Exercise. Check the records below for the word "JUNQUEIRA" and state how many lines contain it, replying with the number only.

(Collected data entries)
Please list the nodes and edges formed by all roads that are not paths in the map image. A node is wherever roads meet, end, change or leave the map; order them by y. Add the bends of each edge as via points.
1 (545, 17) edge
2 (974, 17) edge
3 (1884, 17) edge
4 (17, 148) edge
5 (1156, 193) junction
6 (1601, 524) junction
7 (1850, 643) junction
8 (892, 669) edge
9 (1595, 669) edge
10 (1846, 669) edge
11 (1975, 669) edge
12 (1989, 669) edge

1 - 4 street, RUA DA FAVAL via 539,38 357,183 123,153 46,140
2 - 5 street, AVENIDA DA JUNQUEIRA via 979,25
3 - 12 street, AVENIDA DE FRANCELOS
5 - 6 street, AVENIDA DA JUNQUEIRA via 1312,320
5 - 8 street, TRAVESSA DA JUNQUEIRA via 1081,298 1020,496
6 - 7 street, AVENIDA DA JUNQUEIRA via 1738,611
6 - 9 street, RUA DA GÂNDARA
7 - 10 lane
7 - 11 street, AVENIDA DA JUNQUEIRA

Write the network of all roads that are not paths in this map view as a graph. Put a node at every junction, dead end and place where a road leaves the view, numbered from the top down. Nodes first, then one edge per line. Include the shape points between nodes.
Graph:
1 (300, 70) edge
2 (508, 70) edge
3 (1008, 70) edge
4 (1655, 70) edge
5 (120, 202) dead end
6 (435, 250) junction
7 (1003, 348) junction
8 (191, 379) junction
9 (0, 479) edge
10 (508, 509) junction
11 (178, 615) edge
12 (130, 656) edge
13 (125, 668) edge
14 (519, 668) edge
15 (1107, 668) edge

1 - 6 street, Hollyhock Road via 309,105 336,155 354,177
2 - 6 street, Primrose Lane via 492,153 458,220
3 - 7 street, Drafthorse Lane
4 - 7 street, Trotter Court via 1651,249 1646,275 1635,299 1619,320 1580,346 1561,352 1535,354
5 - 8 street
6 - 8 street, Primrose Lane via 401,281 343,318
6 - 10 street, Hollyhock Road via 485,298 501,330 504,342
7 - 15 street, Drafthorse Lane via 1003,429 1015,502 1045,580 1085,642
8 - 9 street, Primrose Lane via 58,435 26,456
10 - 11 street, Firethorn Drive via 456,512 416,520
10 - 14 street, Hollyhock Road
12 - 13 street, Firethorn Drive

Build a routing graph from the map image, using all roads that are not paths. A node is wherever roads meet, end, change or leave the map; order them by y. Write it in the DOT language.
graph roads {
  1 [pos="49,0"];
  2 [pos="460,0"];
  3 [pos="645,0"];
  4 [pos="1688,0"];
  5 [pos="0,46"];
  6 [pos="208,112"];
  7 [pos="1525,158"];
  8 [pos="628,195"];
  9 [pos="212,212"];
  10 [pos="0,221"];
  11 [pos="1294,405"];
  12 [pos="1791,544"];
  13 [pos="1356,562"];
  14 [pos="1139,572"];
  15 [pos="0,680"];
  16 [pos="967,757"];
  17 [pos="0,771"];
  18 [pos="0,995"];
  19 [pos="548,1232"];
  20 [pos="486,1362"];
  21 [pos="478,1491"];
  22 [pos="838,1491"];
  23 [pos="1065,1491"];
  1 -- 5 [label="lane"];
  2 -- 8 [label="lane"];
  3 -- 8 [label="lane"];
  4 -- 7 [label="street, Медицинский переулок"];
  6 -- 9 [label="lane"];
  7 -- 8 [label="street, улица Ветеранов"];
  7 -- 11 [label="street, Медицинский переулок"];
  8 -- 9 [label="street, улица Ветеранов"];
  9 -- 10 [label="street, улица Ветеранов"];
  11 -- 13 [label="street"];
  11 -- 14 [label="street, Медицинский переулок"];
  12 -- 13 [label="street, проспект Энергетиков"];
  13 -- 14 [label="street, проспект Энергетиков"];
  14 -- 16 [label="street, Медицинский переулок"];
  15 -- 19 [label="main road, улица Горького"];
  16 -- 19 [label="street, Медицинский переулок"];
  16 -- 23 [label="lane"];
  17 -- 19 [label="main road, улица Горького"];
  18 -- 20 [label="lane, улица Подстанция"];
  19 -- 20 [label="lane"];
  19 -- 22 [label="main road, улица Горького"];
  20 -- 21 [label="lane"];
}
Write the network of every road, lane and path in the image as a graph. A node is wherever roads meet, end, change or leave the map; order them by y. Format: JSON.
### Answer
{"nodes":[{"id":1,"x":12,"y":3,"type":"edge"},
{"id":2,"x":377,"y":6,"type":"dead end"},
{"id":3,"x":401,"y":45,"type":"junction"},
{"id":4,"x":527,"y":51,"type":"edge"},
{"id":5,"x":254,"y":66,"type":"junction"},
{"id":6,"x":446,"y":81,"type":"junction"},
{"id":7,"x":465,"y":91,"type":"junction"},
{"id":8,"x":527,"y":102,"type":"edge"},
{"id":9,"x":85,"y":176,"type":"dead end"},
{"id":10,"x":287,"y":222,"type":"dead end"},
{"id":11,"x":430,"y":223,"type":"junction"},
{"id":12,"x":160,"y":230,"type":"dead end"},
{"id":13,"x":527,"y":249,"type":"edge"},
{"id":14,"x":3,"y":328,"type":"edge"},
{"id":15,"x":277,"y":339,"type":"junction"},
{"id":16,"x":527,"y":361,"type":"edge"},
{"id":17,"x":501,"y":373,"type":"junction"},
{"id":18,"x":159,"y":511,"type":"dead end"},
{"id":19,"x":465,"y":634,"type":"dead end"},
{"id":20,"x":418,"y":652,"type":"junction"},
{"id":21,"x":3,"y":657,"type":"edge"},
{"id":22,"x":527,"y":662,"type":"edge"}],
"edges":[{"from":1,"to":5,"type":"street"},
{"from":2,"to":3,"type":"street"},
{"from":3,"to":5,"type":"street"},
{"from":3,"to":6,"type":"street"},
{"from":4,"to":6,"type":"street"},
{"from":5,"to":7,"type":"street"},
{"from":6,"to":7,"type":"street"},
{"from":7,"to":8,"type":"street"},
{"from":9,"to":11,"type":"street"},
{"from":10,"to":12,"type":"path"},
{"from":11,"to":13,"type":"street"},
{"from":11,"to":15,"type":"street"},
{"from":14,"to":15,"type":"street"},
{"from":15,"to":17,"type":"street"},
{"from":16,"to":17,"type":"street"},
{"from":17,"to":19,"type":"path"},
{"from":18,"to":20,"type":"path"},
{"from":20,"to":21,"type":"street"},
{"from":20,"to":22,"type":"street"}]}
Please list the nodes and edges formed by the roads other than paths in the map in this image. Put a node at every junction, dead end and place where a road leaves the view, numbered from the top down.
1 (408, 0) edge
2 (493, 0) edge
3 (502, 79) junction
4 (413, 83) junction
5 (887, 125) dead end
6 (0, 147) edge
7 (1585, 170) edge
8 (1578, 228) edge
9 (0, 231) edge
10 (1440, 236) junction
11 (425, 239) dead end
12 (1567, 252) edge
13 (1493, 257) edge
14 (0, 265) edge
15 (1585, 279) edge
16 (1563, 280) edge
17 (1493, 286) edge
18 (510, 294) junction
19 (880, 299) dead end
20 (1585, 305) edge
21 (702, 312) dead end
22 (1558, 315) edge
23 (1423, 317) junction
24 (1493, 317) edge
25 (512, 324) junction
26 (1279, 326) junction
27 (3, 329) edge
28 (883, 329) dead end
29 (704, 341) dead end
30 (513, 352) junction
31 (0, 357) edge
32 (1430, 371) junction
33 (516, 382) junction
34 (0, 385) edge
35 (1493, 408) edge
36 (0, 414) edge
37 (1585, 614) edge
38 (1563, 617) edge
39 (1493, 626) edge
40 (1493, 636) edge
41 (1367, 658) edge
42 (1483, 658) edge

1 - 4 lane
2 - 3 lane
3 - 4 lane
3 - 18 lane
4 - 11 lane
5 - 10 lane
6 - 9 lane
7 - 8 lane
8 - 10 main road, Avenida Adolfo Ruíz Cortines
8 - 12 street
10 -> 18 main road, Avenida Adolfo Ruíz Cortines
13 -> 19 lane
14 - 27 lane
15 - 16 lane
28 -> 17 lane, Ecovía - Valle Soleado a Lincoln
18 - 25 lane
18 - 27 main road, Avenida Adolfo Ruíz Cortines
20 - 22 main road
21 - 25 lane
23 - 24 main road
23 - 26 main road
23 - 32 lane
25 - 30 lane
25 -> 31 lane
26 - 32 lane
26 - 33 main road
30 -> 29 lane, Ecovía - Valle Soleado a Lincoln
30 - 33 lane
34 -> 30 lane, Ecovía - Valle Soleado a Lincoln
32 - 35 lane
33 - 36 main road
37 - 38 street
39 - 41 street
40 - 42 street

Solved exercise. 5